Integral Probability Metric.

积分概率度量(integral probability metrics, IPM)用于衡量两个概率分布$p(x)$和$q(x)$之间的“距离” (相似性)。

对于两个概率分布$p(x)$和$q(x)$,可以通过矩(moment)来衡量其相似性,比如一阶矩(均值)或二阶矩(方差);然而相同的低阶矩也可能属于不同的概率分布,比如高斯分布和拉普拉斯分布可能具有相同的均值和方差。

IPM寻找满足某种限制条件的函数集合\(\mathcal{F}\)中的连续函数$f(\cdot)$,使得该函数能够提供足够多的关于矩的信息;然后寻找一个最优的\(f(x)\in \mathcal{F}\)使得两个概率分布$p(x)$和$q(x)$之间的差异最大,该最大差异即为两个分布之间的距离:

\[d_{\mathcal{F}}(p(x),q(x)) = \mathop{\sup}_{f(x)\in \mathcal{F}} \Bbb{E}_{x \text{~} p(x)}[f(x)]-\Bbb{E}_{x \text{~} q(x)}[f(x)]\]

选择不同的函数空间\(\mathcal{F}\),会导致IPM具有不同的形式,下面给出一些常见的距离度量:

值得一提的是,尽管IPM定义的距离度量满足非负性、对称性、三角不等式,但当距离为$0$时并不能严格证明两个分布相等,因此IPM不属于严格的“距离”定义。

下面介绍几种常见的IPM及其性质:

⚪ 总变差 (Total Variation)

总变差既是一种概率散度,又是一种积分概率度量。一般地,$p(x)$和$q(x)$之间的总变差定义为:

\[\begin{aligned} d_{\mathcal{F}}(p(x),q(x)) &= \int |p(x)-q(x)|dx \\ &= \int \mathop{\max}_{f(x) \in [-1,1]} p(x)f(x)-q(x)f(x)dx \\ &=\mathop{\max}_{f(x) \in [-1,1]} \mathbb{E}_{x \text{~}p(x)}[f(x)] -\mathbb{E}_{x \text{~}q(x)}[f(x)] \end{aligned}\]

Wasserstein距离

若约束函数空间\(\mathcal{F}\)满足Lipschitz连续性$||f(x)||_L \leq 1$,则对应Wasserstein距离的对偶形式:

\[W[p(x),q(x)] = \mathop{\sup}_{f,||f||_L\leq 1} \Bbb{E}_{x \text{~} p(x)}[f(x)]-\Bbb{E}_{x \text{~} q(x)}[f(x)]\]

⚪ 均值和协方差特征匹配

(1) 均值特征匹配 Mean Feature Matching

定义函数空间\(\mathcal{F}\)为如下形式:

\[\begin{aligned} \mathcal{F}_{v,w,p} = \{ & f(x) = <v,\Phi_w(x)>| \\ &v \in \Bbb{R}^m,||v||_p \leq 1,\\ &\Phi_w(x):\mathcal{X}\to \Bbb{R}^m,w \in \Omega \} \end{aligned}\]

其中$v$是$p$范数不超过$1$的$m$维向量,$\Phi_w(\cdot)$是通过$w$参数化的神经网络。
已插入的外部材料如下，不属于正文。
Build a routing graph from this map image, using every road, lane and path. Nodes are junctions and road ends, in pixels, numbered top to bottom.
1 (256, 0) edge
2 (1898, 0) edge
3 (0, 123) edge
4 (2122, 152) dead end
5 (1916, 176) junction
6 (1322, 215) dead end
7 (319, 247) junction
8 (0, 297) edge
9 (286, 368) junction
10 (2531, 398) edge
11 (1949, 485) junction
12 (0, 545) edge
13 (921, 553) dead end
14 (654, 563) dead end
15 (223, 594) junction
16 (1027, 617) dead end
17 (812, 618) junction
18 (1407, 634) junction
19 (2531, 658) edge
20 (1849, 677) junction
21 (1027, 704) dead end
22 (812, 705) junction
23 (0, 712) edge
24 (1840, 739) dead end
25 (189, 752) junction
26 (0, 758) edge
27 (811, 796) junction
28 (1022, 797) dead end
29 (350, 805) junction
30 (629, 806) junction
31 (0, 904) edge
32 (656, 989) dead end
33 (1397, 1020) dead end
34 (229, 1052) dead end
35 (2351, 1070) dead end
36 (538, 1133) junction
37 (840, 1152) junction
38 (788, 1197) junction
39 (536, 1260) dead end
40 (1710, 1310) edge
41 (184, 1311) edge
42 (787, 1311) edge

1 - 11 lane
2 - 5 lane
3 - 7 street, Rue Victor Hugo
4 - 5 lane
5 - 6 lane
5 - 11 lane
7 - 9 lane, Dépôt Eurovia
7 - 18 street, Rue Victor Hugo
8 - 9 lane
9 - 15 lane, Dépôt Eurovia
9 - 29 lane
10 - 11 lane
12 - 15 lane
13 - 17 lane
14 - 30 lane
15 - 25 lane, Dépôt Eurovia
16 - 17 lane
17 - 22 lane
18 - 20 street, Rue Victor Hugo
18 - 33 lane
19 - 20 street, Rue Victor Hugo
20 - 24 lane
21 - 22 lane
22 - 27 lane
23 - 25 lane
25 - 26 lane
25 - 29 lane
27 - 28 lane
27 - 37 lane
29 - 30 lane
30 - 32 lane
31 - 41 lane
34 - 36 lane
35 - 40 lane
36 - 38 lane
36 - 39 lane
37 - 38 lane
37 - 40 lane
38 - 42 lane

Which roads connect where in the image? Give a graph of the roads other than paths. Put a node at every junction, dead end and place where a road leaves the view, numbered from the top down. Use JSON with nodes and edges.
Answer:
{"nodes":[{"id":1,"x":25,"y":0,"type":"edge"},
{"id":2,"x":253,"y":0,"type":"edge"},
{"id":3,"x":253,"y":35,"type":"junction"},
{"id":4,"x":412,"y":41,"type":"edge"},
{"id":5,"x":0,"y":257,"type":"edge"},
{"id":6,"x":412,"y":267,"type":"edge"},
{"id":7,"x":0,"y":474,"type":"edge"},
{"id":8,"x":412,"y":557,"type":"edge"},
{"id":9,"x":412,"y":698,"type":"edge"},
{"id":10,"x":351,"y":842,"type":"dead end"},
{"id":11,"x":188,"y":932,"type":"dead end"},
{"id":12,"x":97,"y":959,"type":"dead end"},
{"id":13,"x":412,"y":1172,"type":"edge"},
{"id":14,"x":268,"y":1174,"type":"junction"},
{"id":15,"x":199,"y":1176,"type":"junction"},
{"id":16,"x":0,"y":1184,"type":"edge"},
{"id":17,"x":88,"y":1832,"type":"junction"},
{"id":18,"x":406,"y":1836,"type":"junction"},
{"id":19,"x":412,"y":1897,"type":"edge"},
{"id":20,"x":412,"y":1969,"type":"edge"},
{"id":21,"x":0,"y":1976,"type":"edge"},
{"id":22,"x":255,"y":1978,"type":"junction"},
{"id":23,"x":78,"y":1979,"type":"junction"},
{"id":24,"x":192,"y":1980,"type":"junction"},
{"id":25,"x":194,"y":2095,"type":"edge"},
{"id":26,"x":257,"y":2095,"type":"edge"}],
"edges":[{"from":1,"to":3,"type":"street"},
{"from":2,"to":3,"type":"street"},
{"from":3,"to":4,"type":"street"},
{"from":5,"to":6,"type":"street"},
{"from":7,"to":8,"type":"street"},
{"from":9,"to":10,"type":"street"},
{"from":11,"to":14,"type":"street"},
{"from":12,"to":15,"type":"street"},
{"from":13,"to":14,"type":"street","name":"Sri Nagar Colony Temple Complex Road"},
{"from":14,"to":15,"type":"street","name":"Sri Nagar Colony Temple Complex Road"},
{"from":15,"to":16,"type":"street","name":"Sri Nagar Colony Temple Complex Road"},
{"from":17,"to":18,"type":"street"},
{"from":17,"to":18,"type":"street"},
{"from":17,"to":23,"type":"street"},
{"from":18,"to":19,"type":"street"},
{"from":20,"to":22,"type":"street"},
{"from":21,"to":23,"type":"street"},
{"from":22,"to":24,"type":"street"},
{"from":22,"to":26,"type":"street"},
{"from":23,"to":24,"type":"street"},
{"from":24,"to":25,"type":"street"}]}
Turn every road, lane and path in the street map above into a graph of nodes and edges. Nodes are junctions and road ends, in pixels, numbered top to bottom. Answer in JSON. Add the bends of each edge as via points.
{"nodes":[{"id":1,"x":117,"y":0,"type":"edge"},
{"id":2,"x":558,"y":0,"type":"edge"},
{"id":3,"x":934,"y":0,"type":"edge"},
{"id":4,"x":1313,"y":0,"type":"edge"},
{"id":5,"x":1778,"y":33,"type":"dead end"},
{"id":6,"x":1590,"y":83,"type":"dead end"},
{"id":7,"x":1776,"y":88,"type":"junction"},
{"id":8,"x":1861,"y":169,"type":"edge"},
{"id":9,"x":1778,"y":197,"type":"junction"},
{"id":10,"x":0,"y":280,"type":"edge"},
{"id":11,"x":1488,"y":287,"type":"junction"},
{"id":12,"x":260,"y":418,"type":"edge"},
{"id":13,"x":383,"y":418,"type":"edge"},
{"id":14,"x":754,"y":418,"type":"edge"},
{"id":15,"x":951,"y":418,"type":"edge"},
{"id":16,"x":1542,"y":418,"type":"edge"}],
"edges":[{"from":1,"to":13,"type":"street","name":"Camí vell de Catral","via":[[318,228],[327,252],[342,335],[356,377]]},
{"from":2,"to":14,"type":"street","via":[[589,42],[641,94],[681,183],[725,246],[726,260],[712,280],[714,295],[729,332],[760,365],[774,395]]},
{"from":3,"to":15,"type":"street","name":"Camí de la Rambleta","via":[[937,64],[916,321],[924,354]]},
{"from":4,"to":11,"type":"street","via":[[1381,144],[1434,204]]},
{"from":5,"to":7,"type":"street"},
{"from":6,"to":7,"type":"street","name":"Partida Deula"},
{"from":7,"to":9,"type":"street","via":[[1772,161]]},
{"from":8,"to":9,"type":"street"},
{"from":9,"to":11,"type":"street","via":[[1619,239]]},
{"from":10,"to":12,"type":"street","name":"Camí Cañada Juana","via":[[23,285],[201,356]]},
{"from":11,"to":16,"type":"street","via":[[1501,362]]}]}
则对应的IPM距离为:

\[\begin{aligned} d_{\mathcal{F}}(p(x),q(x)) &= \mathop{\sup}_{f \in \mathcal{F}_{v,w,p}} \Bbb{E}_{x \text{~} p(x)}[f(x)]-\Bbb{E}_{x \text{~} q(x)}[f(x)] \\ &= \mathop{\max}_{w \in \Omega,v,||v||_p \leq 1} <v,\Bbb{E}_{x \text{~} p(x)}[\Phi_w(x)]-\Bbb{E}_{x \text{~} q(x)}[\Phi_w(x)]> \\ &= \mathop{\max}_{w \in \Omega} [\mathop{\max}_{v,||v||_p \leq 1} <v,\Bbb{E}_{x \text{~} p(x)}[\Phi_w(x)]-\Bbb{E}_{x \text{~} q(x)}[\Phi_w(x)]>] \\ &= \mathop{\max}_{w \in \Omega} ||\Bbb{E}_{x \text{~} p(x)}[\Phi_w(x)]-\Bbb{E}_{x \text{~} q(x)}[\Phi_w(x)]||_p \end{aligned}\]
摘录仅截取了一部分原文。